Anemiapp

The first genetic disease in the world, Sickle Cell Disease is characterised as a rare disease or one that people are unaware of. The DRC [Democratic Republic of Congo] is the 3rd country in the world and the 2nd in Africa to bear the socio-economic burden of this disease.
In the DRC the fight against this disease is characterised by: the difficulty of obtaining precise figures; the absence of large-scale action undertaken by the State; the high cost of care ($1,000 to $2,000/disease/year); the lack of trained health personnel and infrastructures lacking the specificities of sickle cell disease (transfusion related, nutritional, surgical and orthopaedic needs, etc.); and a population that is often poorly informed.
Anemiapp therefore aims to solve the problem of caring for sickle cell patients in the city of Kinshasa.
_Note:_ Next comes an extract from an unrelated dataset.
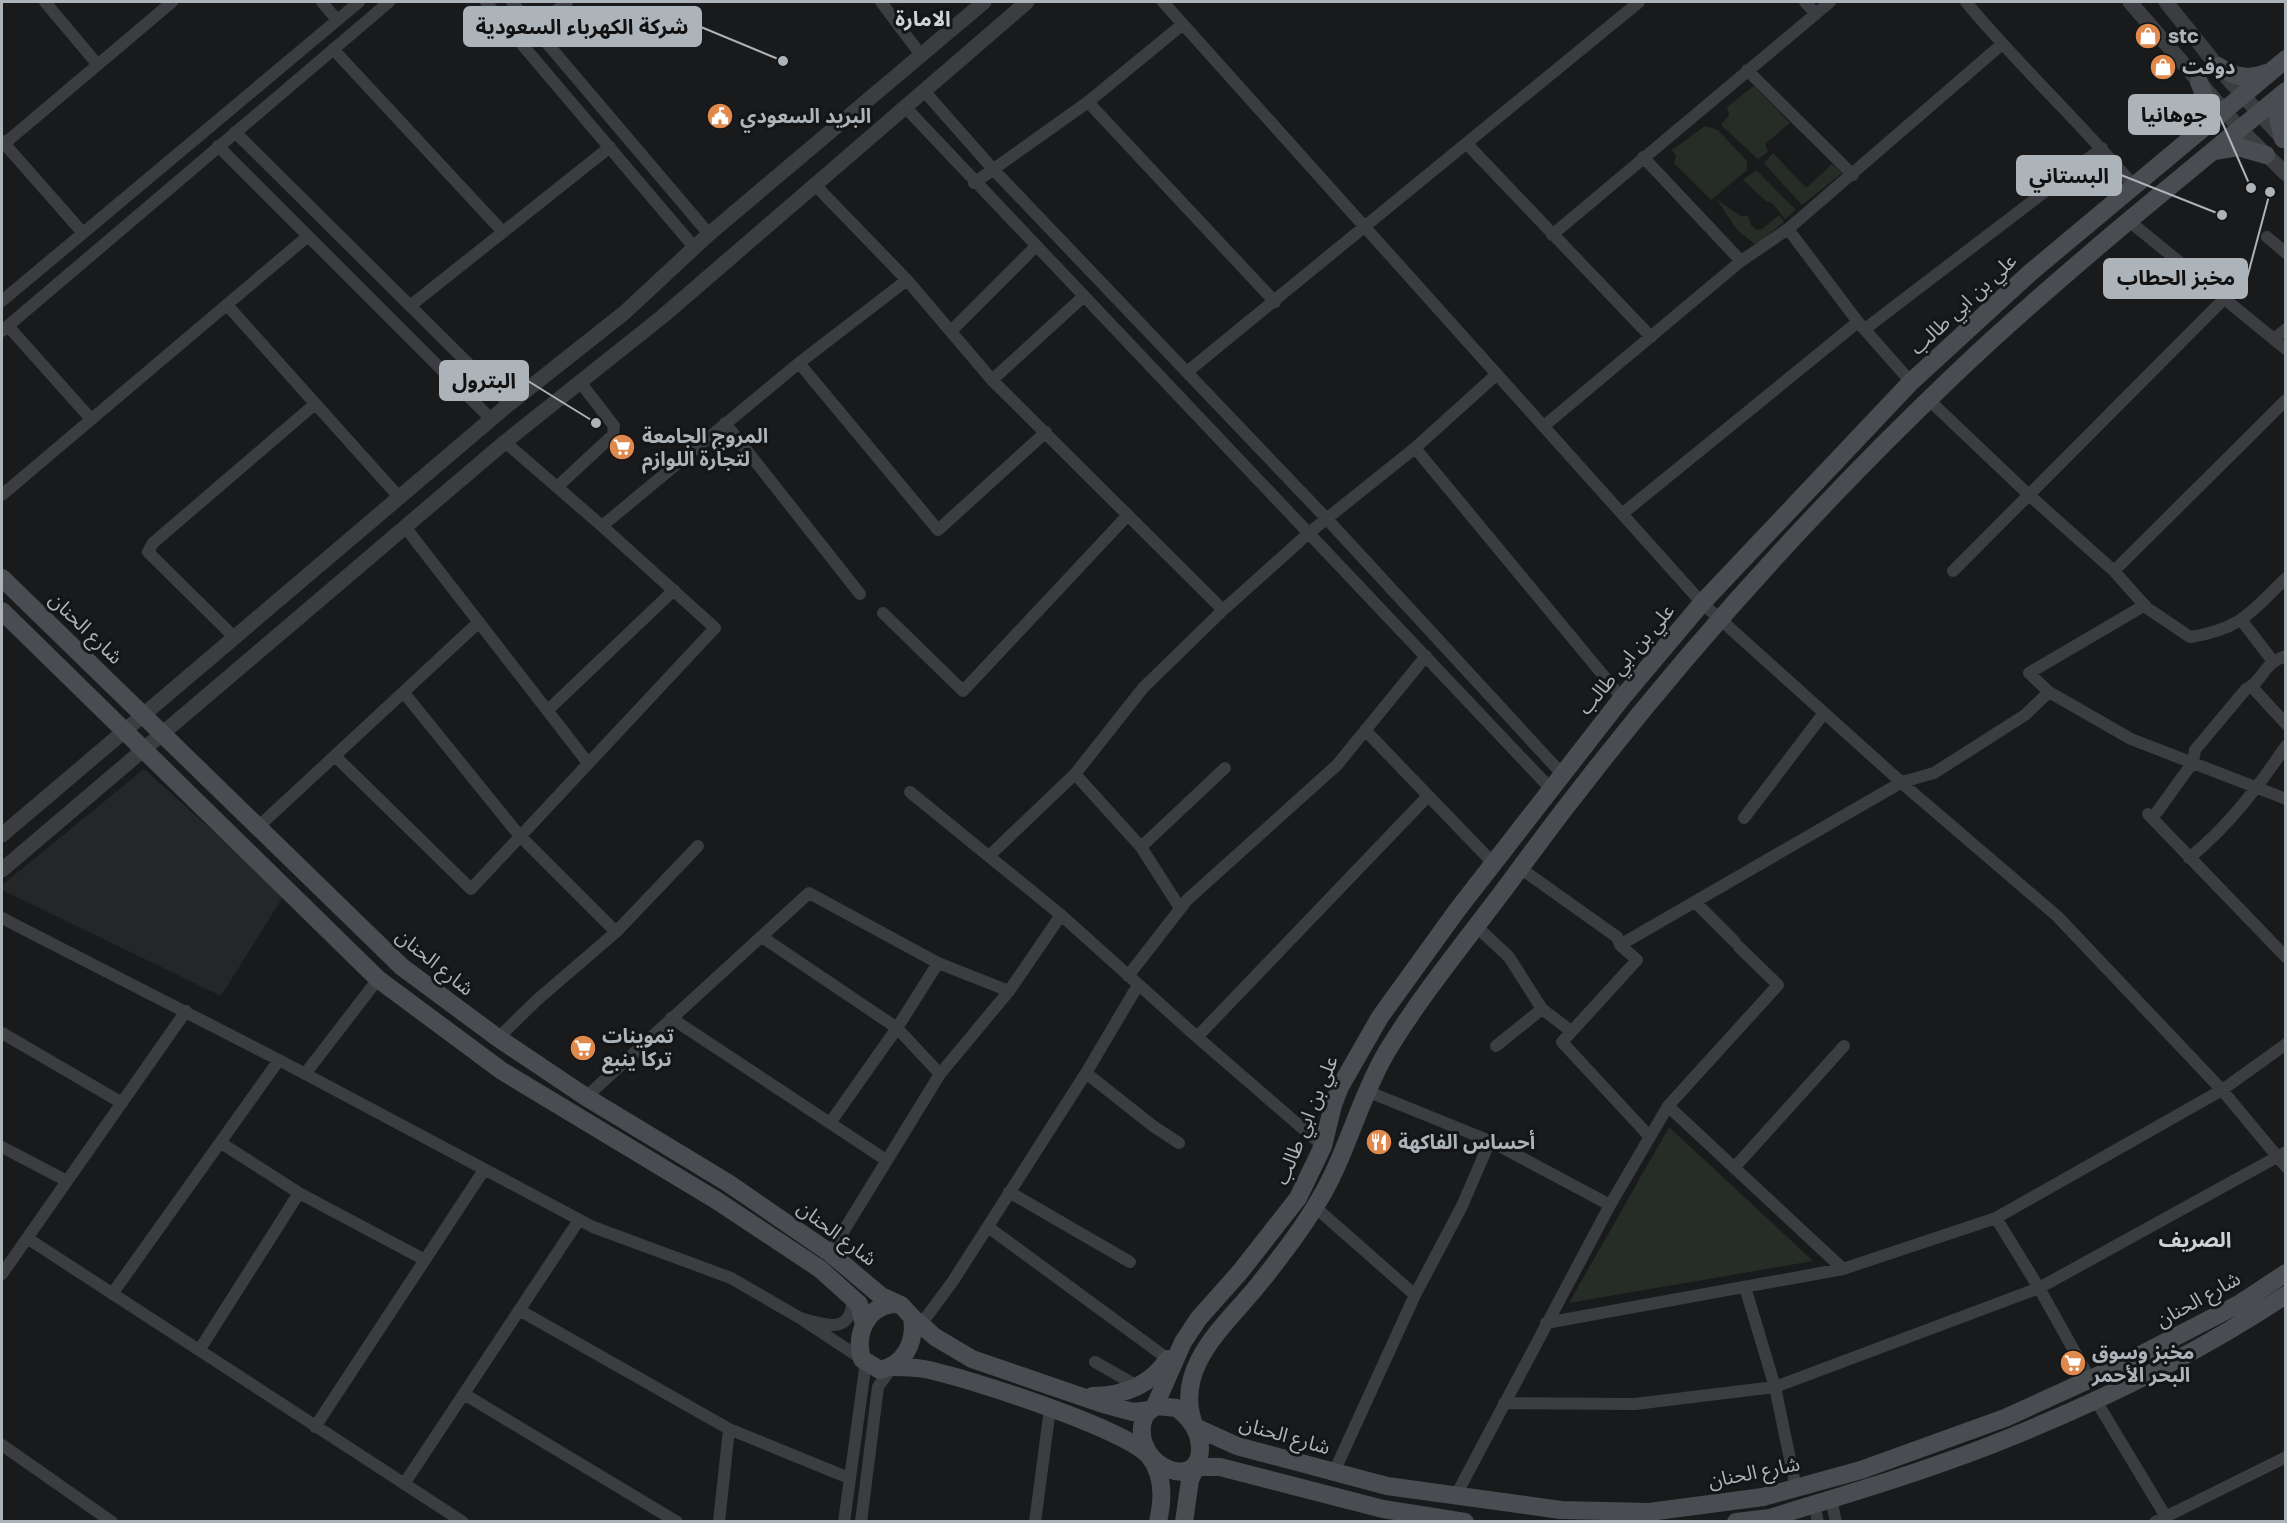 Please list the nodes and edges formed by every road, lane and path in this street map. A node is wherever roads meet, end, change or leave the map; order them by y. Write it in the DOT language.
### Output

Last updated in September 2023

This application is innovative because it allows a patient with sickle cell disease living in Kinshasa to use their phone to search for places where they can find their treatments without having to travel (blood bank, medicines, etc.) as well as a doctor near to where they live. A pregnant woman with sickle cell disease, a population at risk, 20 to 30% of them dying before or during childbirth, can find a specialist gynaecologist to ensure they are well supported. Young people in Kinshasa can use the Anemiapp application to find out where to get tested.
For this purpose, the Anemiapp application offers the following services:

Identification and geolocation of patients with sickle cell disease to have statistics on the evolution of the disease;
Follow-up of sickle cell disease patients by doctors with the possibility of tele-advice;
Reminder about the health rules to be observed to avoid attacks, which are the main causes of death for sickle cell patients;
Information on the consultation times of the health centres and doctors registered in the application;
Information on the availability of treatments;
Information on locations and opening times of screening and electrophoresis testing centres;
Creation of dialogue and exchange groups (social network);
Ability to view and publish all events related to sickle cell disease;
Possibility to subscribe to a voluntary blood donation to help a sickle cell patient.

Anemiapp is therefore intended for:

Sickle cell patients of age to use a phone or their parents or guardians and friends;
Those who wish to do the electrophoresis test;
Health centres and pharmacies approved to supply medicines;
People with anaemia requiring a blood transfusion;
Health care professionals;
All those interested in sickle cell disease.

This application brings patients in Kinshasa suffering from sickle cell disease closer to their caregivers in order to monitor their health. It facilitates the provision of treatment and access to health care. Anemiapp is also intended for the therapeutic education of sickle cell disease by mobile phones, with the patient receiving notifications on health advice and how to avoid attacks.

Today, the application is being redesigned to simplify the User’s Experience; although the project is currently on pause during this redesigning phase, the Ministry of Health continues to reassure support for the project.